Лязг шпаг, треск ломаемых стульев, звон разбитого стекла, глухие удары при падении тел и громкие проклятия, вопль вылетевшего в окно солдата, который упал на тучного, остановленного собственным любопытством мясника, перемежались с отчаянным и пронзительным женским визгом, что привлекло на площадь множество окрестных зевак. Со скоростью ураганного ветра по городу распространился слух, мол, на дом губернатора напала и устроила очередной погром ватага пьяных матросов со стоящих в порту английских кораблей, которые развозят повсюду заразу их революции с её неуважением к порядку и властям чужих стран. К ратушной площади стали нестройно подтягиваться городские стражники, на бегу придерживая железные шлемы. Они останавливались в недоумении против рядов шведских солдат, которые окружили здание и никого не подпускали, и увеличивали растерянный гомон толпы. Унтер‑офицер, вроде слепой в дневное время совы, напряжённо прислушивался за перемещением шума сражения. Он неуверенно прикидывал, к какому окну надо будет призвать подчинённых, и первым кинулся в обход здания, когда с другой стороны раздался звон осколков выбитого окна и всё внезапно стихло.

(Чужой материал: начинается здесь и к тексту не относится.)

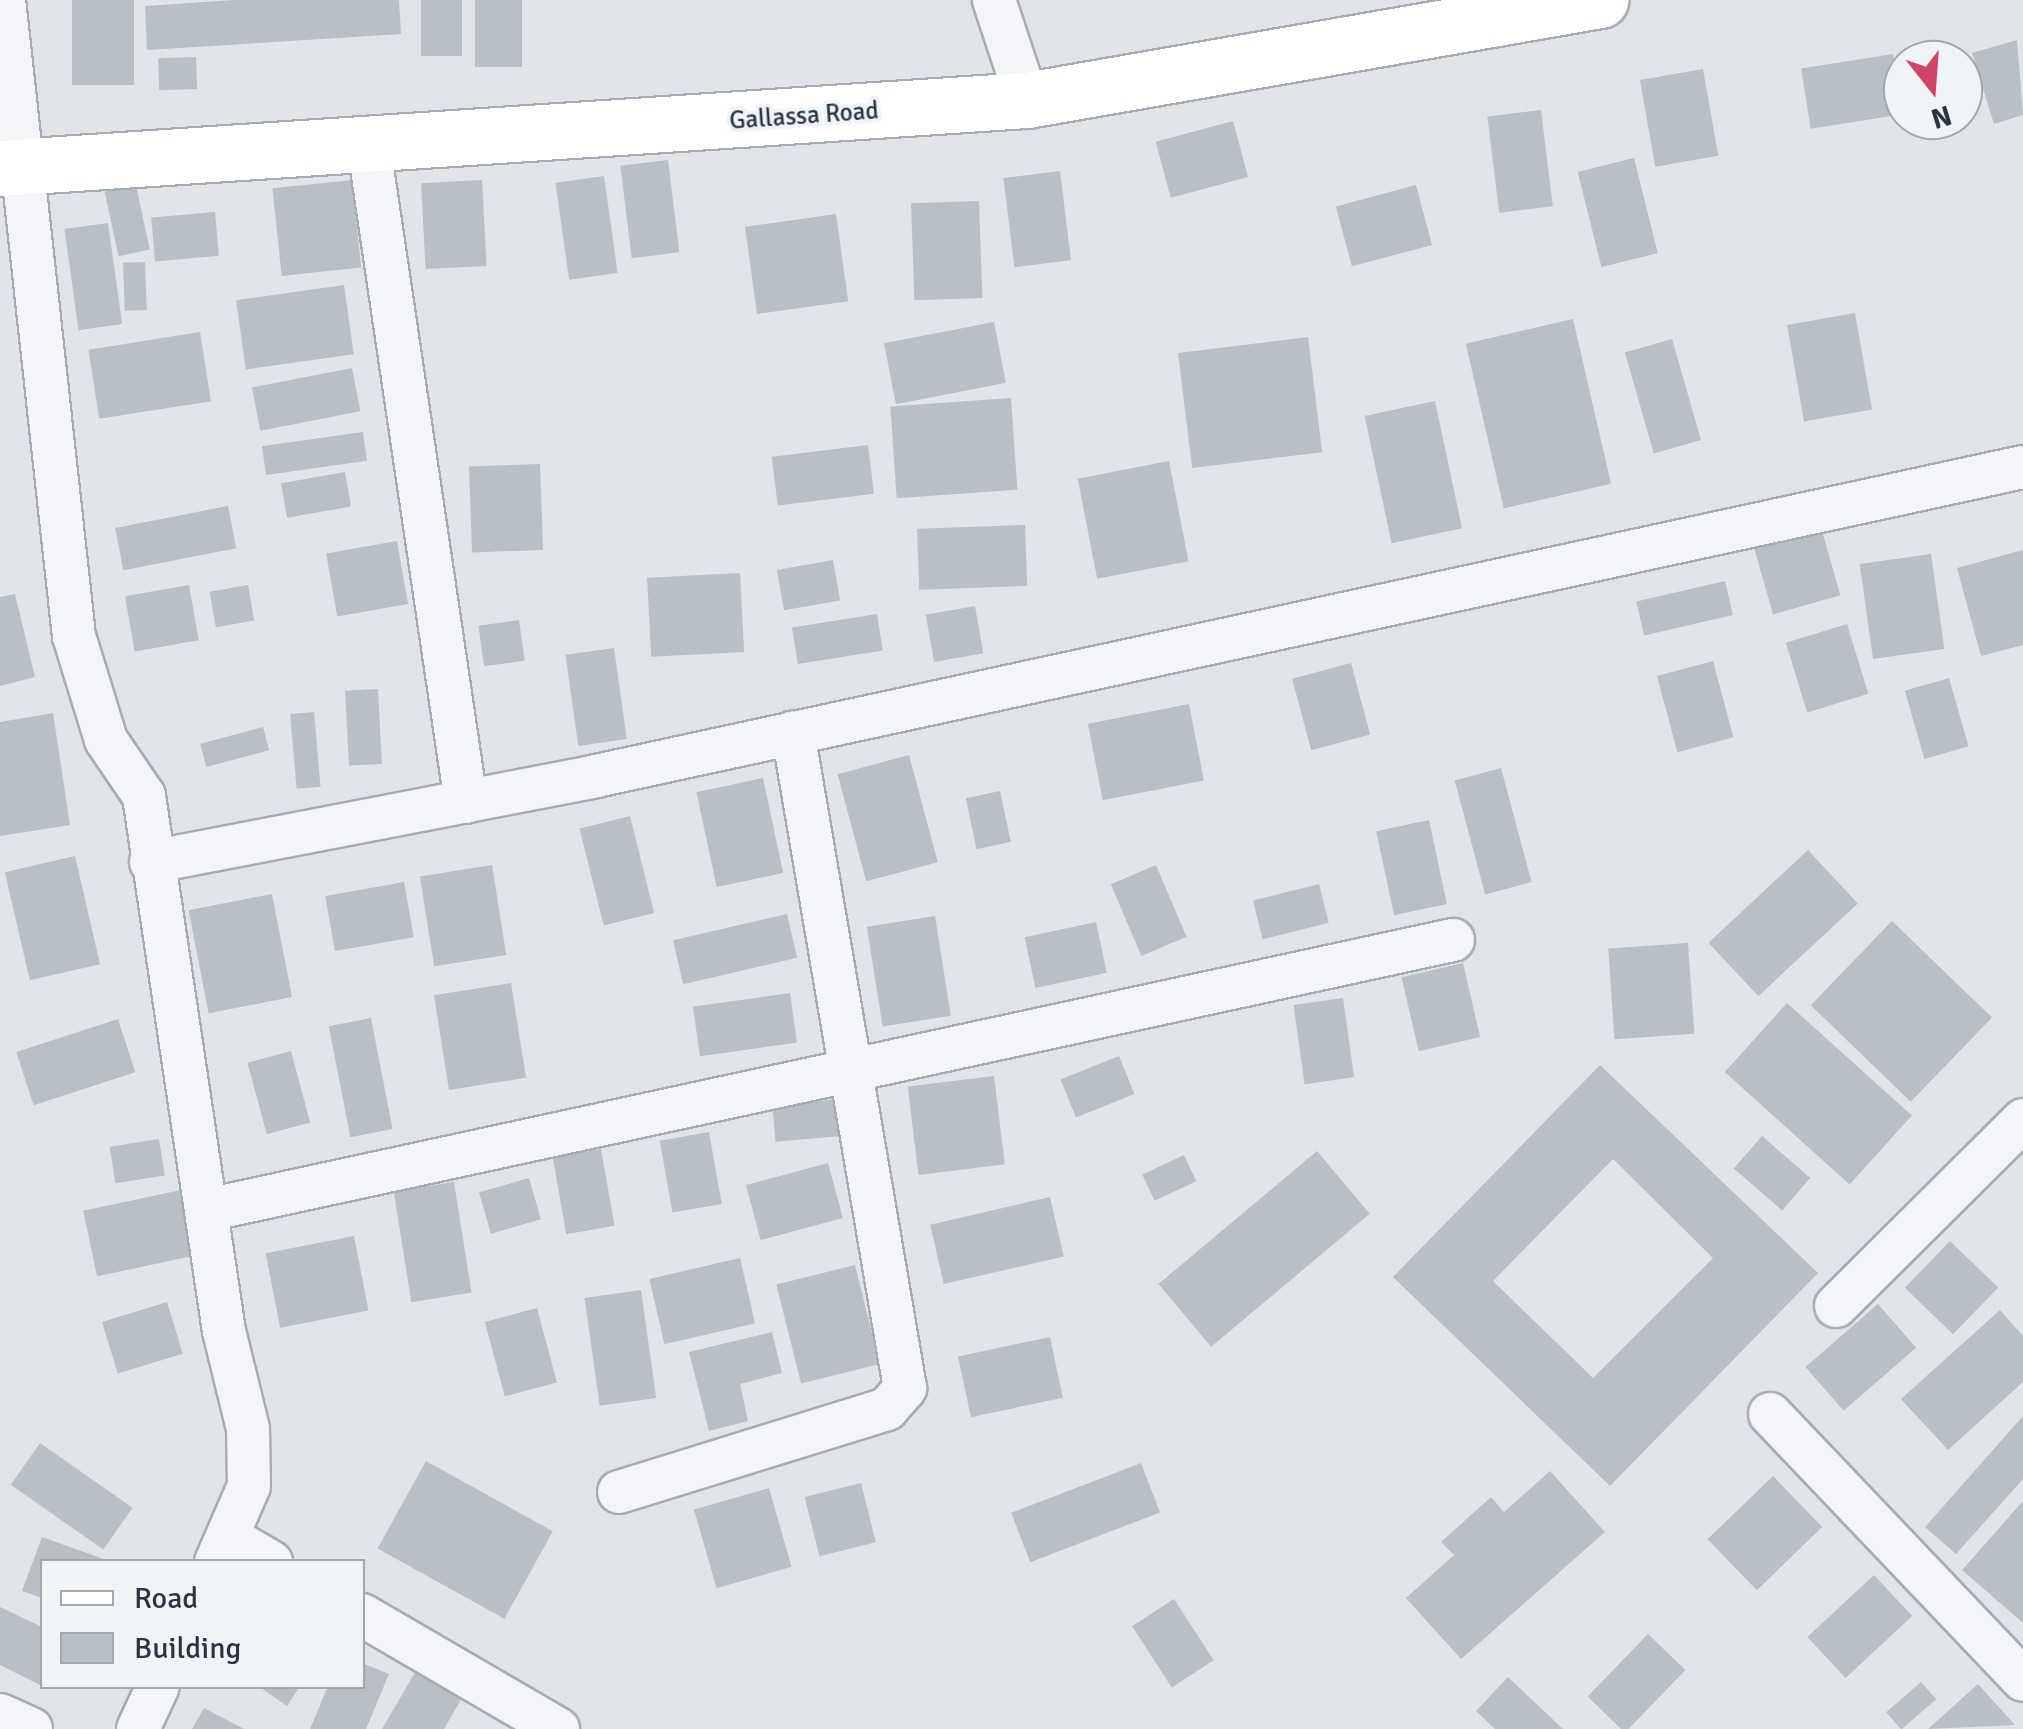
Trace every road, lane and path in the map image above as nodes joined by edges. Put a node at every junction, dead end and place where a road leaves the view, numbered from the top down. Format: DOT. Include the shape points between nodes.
graph roads {
  1 [pos="4,0"];
  2 [pos="994,0"];
  3 [pos="1600,0"];
  4 [pos="1531,6"];
  5 [pos="1026,100"];
  6 [pos="369,148"];
  7 [pos="8,167"];
  8 [pos="2023,466"];
  9 [pos="793,733"];
  10 [pos="466,802"];
  11 [pos="151,862"];
  12 [pos="1453,940"];
  13 [pos="856,1069"];
  14 [pos="2023,1120"];
  15 [pos="207,1210"];
  16 [pos="1836,1306"];
  17 [pos="1770,1414"];
  18 [pos="619,1492"];
  19 [pos="222,1549"];
  20 [pos="260,1559"];
  21 [pos="365,1617"];
  22 [pos="2023,1680"];
  23 [pos="157,1689"];
  24 [pos="0,1716"];
  25 [pos="31,1729"];
  26 [pos="138,1729"];
  27 [pos="558,1729"];
  1 -- 7 [label="street"];
  2 -- 5 [label="street"];
  3 -- 4 [label="main road, Gallassa Road"];
  4 -- 5 [label="main road, Gallassa Road"];
  5 -- 6 [label="main road, Gallassa Road"];
  6 -- 7 [label="main road, Gallassa Road"];
  6 -- 10 [label="street"];
  7 -- 11 [label="street" via="74,636 106,740 144,796"];
  8 -- 9 [label="street"];
  9 -- 10 [label="street"];
  9 -- 13 [label="street"];
  10 -- 11 [label="street"];
  11 -- 15 [label="street"];
  12 -- 13 [label="street"];
  13 -- 15 [label="street"];
  13 -- 18 [label="street" via="906,1388 887,1409"];
  14 -- 16 [label="street"];
  15 -- 19 [label="street" via="248,1430 249,1486"];
  17 -- 22 [label="street"];
  19 -- 20 [label="street"];
  21 -- 27 [label="street"];
  23 -- 26 [label="street"];
  24 -- 25 [label="street"];
}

– За мной! – прорычал он приказ всем солдатам, словно предстояло схватиться с многочисленным убегающим врагом.
Задыхаясь от возбуждения, Вольдемар легко, как будто только этим всю жизнь и занимался, забрался на крышу губернаторского дома и сразу же отскочил от взмаха нацеленного к его ногам острия шпаги пастора, который полез следом. Тот запутался в одежде, чертыхаясь, с треском ткани разорвал её, обнажив в прорехе военный кожаный камзол, затем отшвырнул обрывок чёрной ткани и в ярости бросился на противника. Вольдемар поджидал его петухом, подбоченившись левой рукой в кожаной перчатке с широкими отворотами. Отбил одно нападение пастора и другое прежде появления за краем крыши головы новобранца, который тут же исчез. Возле ратуши через площадь прозвучал выстрел мушкета, и пуля влепилась в кирпичную трубу рядом с пастором, что вызвало у того поток остервенелой брани в сторону стреляющего, которому он пригрозил шпагой. Оттуда больше не стреляли, но на крышу стал влезать офицер с мушкетом.
– Ну что ж, прощай! – голос, каким Вольдемар объявил странному пастору предложение полюбовно расстаться, был глухим из‑за прикрывающего рот шарфа. – К сожалению, я должен бежать.

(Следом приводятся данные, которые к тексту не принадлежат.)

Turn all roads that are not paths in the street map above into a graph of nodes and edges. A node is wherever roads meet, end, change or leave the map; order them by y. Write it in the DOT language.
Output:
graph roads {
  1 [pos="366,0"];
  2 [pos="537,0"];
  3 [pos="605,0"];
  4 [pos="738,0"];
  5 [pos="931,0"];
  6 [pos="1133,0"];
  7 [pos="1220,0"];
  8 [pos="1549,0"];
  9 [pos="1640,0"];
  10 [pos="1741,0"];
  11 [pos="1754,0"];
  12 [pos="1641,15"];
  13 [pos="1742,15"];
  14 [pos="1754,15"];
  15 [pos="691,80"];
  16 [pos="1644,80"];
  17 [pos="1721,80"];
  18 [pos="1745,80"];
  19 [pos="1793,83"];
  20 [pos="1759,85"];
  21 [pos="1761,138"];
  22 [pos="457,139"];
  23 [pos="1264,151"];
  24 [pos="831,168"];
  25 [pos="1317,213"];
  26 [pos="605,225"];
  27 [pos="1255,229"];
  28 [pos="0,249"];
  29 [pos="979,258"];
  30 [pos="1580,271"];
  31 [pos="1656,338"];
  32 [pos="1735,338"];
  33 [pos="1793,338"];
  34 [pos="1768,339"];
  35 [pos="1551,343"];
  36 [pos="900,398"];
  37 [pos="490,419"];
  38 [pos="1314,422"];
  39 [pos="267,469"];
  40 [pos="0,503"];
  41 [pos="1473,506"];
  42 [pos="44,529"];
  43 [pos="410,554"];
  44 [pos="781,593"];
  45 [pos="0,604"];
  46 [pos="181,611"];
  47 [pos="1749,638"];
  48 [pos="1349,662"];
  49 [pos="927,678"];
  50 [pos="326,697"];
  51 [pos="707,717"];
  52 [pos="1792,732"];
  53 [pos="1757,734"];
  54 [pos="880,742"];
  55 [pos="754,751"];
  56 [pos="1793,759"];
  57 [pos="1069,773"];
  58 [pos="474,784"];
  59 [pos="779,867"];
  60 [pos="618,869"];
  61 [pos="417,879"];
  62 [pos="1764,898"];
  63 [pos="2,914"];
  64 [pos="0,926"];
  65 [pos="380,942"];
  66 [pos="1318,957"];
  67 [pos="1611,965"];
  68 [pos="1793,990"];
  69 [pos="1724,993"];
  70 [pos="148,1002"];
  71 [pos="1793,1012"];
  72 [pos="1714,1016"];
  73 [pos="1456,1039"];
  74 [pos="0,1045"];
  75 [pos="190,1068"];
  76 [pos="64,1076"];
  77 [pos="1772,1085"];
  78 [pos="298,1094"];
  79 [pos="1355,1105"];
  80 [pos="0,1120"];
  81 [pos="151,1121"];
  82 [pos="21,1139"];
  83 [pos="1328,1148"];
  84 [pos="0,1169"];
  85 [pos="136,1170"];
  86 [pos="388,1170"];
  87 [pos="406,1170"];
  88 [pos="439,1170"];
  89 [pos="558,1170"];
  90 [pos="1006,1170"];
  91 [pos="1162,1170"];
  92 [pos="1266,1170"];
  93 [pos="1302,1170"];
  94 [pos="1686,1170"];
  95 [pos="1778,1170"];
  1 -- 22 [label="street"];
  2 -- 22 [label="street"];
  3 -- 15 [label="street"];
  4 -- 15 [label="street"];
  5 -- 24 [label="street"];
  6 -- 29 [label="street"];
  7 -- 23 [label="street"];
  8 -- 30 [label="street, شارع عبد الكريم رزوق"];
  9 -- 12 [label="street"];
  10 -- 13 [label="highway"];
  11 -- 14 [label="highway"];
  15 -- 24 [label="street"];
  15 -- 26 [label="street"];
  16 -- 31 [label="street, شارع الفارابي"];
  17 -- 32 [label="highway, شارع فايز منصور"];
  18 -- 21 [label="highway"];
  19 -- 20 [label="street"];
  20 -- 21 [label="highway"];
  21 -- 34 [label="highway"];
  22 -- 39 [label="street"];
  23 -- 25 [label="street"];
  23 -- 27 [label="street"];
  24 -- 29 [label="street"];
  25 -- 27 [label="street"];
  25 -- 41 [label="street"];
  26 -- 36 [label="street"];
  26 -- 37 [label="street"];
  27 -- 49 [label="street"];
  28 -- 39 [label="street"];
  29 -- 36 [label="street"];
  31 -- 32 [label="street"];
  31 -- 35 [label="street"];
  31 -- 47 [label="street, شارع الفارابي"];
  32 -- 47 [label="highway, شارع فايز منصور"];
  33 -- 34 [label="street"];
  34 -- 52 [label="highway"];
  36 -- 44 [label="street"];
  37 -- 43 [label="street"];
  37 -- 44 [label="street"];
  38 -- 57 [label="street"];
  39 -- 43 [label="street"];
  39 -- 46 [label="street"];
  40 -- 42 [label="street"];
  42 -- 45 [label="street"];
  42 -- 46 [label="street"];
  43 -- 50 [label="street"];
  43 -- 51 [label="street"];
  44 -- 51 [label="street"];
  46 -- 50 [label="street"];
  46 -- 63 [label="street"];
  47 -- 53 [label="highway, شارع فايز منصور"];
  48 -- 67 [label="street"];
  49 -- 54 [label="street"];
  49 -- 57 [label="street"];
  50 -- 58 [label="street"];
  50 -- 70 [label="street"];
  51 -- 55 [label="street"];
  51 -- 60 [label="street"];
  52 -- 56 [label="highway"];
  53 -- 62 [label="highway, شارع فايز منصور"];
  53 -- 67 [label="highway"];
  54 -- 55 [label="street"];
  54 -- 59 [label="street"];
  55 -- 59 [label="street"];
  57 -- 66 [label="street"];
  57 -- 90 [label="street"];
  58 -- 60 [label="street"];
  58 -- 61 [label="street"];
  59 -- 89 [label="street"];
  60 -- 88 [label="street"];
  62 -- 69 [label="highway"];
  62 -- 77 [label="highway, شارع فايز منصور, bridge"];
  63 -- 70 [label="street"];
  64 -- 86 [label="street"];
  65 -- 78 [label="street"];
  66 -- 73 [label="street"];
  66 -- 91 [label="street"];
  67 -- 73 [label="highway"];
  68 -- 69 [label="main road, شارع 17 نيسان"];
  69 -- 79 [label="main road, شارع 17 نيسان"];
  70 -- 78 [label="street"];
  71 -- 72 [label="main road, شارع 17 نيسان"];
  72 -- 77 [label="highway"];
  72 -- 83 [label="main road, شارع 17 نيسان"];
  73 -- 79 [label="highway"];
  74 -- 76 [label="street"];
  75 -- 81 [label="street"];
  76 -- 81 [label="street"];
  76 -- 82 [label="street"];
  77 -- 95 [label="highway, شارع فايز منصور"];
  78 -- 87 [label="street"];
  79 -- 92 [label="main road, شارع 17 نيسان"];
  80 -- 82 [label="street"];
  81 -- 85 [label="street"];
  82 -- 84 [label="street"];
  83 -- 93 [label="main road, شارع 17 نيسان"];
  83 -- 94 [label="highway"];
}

Он ловко увернулся от выпада шпаги за следующую трубу и, пробежав по крыше, сильно оттолкнулся, пролетел над провалом улочки, разделяющим обращённые к ней дверными входами дома. Словно кошка, мягко опустившись на черепицу крыши противоположного дома, он быстро пересёк её к дальнему углу, с него шумно спрыгнул на пристройку, затем во двор. В твёрдом намерении перепрыгнуть над улочкой следом за ним, пастор разбежался, но в последнее мгновение потерял уверенность, что ему это удастся, и попытался приостановиться на краю черепиц. Он нелепо замахал руками и выронил шпагу, отчаянно стараясь сохранить равновесие. Черепицы угрожающе затрещали, он не удержался и полетел вниз, где как раз приостановилась дорожная карета. Испуганные лошади рванулись вперёд прямо на выезд к площади, однако кучер справился с ними, остановил мордами против толпы, загородив солдатам, стражникам улицу, самую удобную для погони за таинственным беглецом.

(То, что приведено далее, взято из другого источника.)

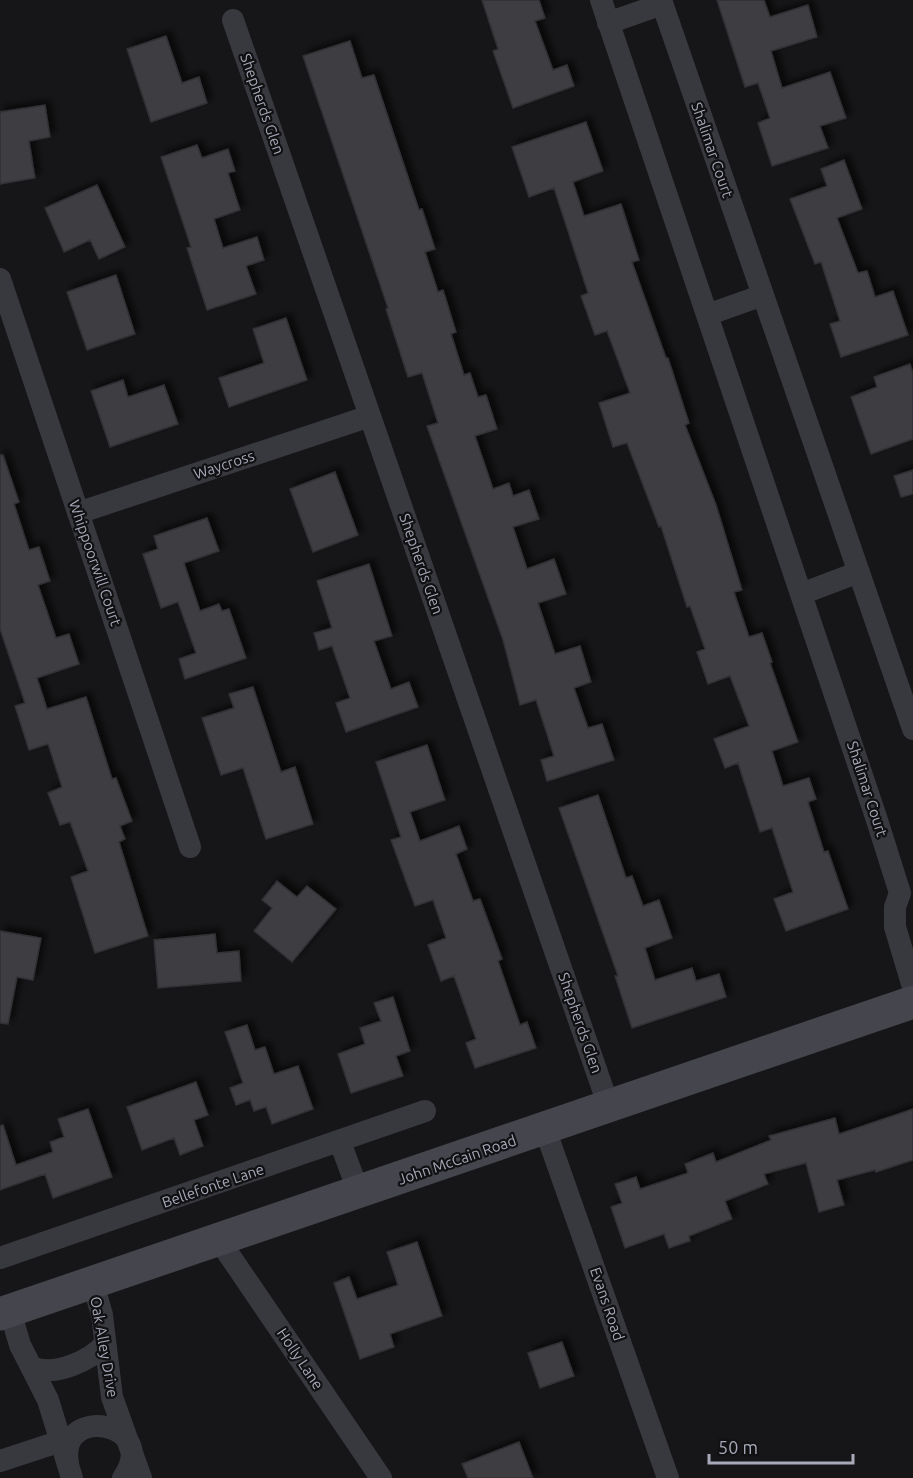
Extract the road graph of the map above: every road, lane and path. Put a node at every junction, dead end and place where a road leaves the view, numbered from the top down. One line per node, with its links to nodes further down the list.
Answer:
1 (601, 0): 4 (street, Shalimar Court)
2 (661, 2): 4 (street, Shalimar Court); 6 (street, Shalimar Court)
3 (233, 20): 8 (street, Shepherds Glen)
4 (608, 23): 7 (street, Shalimar Court)
5 (0, 279): 9 (street, Whippoorwill Court)
6 (763, 296): 7 (street); 10 (street, Shalimar Court)
7 (707, 315): 11 (street, Shalimar Court)
8 (370, 416): 9 (street, Waycross); 16 (street, Shepherds Glen)
9 (78, 513): 13 (street, Whippoorwill Court)
10 (859, 572): 11 (street); 12 (street, Shalimar Court)
11 (801, 594): 14 (street, Shalimar Court)
12 (913, 729)
13 (190, 847)
14 (913, 987)
15 (913, 1002): 16 (main road, John McCain Road)
16 (609, 1107): 18 (main road, John McCain Road)
17 (425, 1111): 19 (street, Bellefonte Lane)
18 (545, 1129): 20 (main road, John McCain Road); 34 (street, Evans Road)
19 (340, 1143): 20 (street); 22 (street, Bellefonte Lane)
20 (359, 1193): 21 (main road, John McCain Road)
21 (219, 1240): 23 (main road, John McCain Road); 33 (street, Holly Lane)
22 (0, 1258)
23 (93, 1283): 24 (main road, John McCain Road); 25 (street, Oak Alley Drive)
24 (5, 1312): 26 (street)
25 (105, 1344): 26 (street); 28 (street, Oak Alley Drive)
26 (32, 1367): 27 (street)
27 (61, 1441): 29 (street); 30 (street)
28 (131, 1450): 30 (street); 31 (street); 32 (street, Oak Alley Drive)
29 (0, 1461)
30 (72, 1475)
31 (123, 1478)
32 (141, 1478)
33 (381, 1478)
34 (668, 1478)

Карета, которая так кстати оказалась под падающим пастором, внутри была обустроена разными удобствами для дальних путешествий, и в ней были двое. На переднем мягком сидении спиной к ходу дремал полный и с широкими щеками ксёндз иезуит. Толстые, как колбаски, пальцы иезуита были сомкнуты в замок на его тугом животе поверх и чёрной сутаны и цепочки с серебряным крестом. Внезапное падение на карету чего‑то тяжёлого и рывок лошадей, как пыль из ковра, вытряхнули из него дремоту. Веки его приоткрылись, и он встревожено уставился маленькими мутно‑серыми глазками на женщину, которая сидела напротив. Она была в самом расцвете женской красоты – властная и породистая полька с высокой полной грудью, с синими глазами и безупречным овалом славянского лица, щедро обрамлённого светлыми золотистыми волосами. Тридцатилетний возраст и жизненный опыт развеяли многие девичьи мечтания и надежды – в ней чувствовалась необузданная решительность светской львицы и привычка ни в чём себе не отказывать.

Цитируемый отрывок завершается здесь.